Data to use START

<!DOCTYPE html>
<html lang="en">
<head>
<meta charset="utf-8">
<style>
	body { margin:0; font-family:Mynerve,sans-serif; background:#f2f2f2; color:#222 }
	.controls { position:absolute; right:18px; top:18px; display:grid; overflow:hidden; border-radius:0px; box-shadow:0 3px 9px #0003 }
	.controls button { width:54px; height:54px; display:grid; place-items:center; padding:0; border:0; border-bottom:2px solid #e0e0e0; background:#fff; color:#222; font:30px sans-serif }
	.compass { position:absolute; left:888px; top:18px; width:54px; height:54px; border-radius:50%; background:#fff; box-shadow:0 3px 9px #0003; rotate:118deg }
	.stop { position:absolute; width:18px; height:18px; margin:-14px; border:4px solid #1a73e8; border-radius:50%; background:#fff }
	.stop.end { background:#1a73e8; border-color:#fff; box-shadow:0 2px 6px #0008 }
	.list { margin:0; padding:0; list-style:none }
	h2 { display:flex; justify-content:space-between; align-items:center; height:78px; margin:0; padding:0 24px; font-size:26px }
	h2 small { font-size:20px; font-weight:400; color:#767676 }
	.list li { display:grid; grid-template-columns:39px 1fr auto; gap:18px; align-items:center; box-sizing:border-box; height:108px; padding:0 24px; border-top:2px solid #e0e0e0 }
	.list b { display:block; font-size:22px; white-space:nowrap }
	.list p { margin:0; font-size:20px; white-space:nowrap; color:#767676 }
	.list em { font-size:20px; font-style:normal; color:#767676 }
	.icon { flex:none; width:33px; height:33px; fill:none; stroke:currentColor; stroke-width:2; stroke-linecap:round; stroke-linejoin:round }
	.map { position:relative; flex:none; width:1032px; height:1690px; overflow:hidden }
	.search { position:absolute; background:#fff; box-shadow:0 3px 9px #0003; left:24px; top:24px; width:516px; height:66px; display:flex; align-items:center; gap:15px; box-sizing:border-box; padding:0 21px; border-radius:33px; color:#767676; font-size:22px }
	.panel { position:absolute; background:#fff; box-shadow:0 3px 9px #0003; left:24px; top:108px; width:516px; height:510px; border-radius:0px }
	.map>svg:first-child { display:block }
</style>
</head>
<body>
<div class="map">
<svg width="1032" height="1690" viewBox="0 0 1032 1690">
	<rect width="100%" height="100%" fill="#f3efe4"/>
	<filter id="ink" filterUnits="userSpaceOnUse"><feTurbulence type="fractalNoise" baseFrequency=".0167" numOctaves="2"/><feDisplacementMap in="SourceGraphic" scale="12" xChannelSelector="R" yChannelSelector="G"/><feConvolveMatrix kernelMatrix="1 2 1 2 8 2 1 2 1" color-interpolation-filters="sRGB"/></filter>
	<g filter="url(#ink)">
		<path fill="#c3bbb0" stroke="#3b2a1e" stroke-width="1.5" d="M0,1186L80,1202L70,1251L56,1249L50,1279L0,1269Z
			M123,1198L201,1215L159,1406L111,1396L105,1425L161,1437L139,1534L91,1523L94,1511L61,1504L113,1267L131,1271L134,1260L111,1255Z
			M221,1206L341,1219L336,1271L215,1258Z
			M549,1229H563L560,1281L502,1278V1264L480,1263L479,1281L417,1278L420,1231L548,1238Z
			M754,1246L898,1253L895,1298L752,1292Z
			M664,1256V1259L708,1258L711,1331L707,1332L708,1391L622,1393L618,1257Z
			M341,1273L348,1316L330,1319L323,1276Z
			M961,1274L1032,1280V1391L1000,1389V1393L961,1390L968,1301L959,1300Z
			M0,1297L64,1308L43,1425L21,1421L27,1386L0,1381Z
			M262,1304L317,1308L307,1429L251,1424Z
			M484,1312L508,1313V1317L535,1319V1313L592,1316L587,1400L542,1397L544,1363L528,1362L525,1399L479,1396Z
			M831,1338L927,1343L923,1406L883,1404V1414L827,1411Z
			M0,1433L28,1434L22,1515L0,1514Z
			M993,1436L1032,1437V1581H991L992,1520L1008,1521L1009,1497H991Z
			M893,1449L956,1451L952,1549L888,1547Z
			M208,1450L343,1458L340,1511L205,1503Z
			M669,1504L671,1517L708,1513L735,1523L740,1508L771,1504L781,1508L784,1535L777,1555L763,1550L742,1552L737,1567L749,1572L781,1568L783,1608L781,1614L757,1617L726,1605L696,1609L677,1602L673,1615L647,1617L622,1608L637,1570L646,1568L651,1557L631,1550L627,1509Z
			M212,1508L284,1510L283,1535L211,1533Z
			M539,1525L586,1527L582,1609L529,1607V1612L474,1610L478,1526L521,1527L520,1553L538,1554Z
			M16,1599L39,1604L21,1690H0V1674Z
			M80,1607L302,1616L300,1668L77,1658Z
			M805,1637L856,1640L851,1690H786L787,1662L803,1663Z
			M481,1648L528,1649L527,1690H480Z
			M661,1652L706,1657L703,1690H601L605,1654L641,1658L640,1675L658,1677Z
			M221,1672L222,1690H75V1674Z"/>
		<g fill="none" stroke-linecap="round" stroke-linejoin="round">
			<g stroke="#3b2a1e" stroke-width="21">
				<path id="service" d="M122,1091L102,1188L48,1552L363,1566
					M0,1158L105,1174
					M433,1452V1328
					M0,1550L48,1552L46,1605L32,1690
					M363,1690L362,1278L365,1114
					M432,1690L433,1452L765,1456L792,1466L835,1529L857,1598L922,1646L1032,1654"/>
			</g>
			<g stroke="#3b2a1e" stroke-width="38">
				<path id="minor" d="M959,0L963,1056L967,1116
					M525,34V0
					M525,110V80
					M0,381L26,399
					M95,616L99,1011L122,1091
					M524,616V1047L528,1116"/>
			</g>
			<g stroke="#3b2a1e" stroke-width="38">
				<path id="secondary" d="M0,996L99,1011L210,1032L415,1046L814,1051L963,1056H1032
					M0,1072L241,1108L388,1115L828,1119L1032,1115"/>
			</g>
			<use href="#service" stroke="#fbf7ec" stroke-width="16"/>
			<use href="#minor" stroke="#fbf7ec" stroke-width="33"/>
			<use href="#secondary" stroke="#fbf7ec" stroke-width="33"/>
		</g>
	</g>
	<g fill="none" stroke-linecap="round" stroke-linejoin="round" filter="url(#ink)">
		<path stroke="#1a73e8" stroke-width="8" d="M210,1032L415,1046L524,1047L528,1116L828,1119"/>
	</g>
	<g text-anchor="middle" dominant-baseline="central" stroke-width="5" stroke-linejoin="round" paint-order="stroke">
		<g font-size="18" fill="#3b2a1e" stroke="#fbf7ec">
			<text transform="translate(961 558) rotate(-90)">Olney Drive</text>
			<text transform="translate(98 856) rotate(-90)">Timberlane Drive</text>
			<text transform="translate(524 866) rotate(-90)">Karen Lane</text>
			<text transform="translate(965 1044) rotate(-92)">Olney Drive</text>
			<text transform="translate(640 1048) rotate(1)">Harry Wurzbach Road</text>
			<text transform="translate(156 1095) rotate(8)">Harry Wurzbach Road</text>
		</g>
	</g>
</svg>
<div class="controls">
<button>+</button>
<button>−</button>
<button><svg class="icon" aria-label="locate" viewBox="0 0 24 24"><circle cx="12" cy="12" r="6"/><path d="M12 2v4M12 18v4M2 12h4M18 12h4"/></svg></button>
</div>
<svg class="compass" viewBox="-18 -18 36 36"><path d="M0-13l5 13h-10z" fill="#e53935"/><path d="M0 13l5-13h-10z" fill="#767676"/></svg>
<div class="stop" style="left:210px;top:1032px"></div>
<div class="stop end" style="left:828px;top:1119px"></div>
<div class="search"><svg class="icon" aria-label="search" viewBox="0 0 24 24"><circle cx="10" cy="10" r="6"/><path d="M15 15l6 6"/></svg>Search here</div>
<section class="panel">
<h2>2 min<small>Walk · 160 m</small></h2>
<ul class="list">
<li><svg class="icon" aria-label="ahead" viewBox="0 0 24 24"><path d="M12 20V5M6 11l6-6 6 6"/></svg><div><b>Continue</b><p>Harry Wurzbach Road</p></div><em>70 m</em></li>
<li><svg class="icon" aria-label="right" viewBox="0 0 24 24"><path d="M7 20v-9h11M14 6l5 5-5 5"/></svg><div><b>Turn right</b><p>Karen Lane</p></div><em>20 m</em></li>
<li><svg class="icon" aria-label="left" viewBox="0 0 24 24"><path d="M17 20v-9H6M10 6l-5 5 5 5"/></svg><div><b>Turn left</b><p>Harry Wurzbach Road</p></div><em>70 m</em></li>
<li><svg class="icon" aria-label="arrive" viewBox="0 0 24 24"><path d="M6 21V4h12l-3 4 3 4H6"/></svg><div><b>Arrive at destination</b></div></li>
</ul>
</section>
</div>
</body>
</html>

Data to use END

§ Task to carry out:
Retype exactly the lines above, from the one with "margin:0; font-size:20px; white-space:nowrap;" through the one with "flex:none; width:33px; height:33px;", inclusive.

§ Task output:
	.list p { margin:0; font-size:20px; white-space:nowrap; color:#767676 }
	.list em { font-size:20px; font-style:normal; color:#767676 }
	.icon { flex:none; width:33px; height:33px; fill:none; stroke:currentColor; stroke-width:2; stroke-linecap:round; stroke-linejoin:round }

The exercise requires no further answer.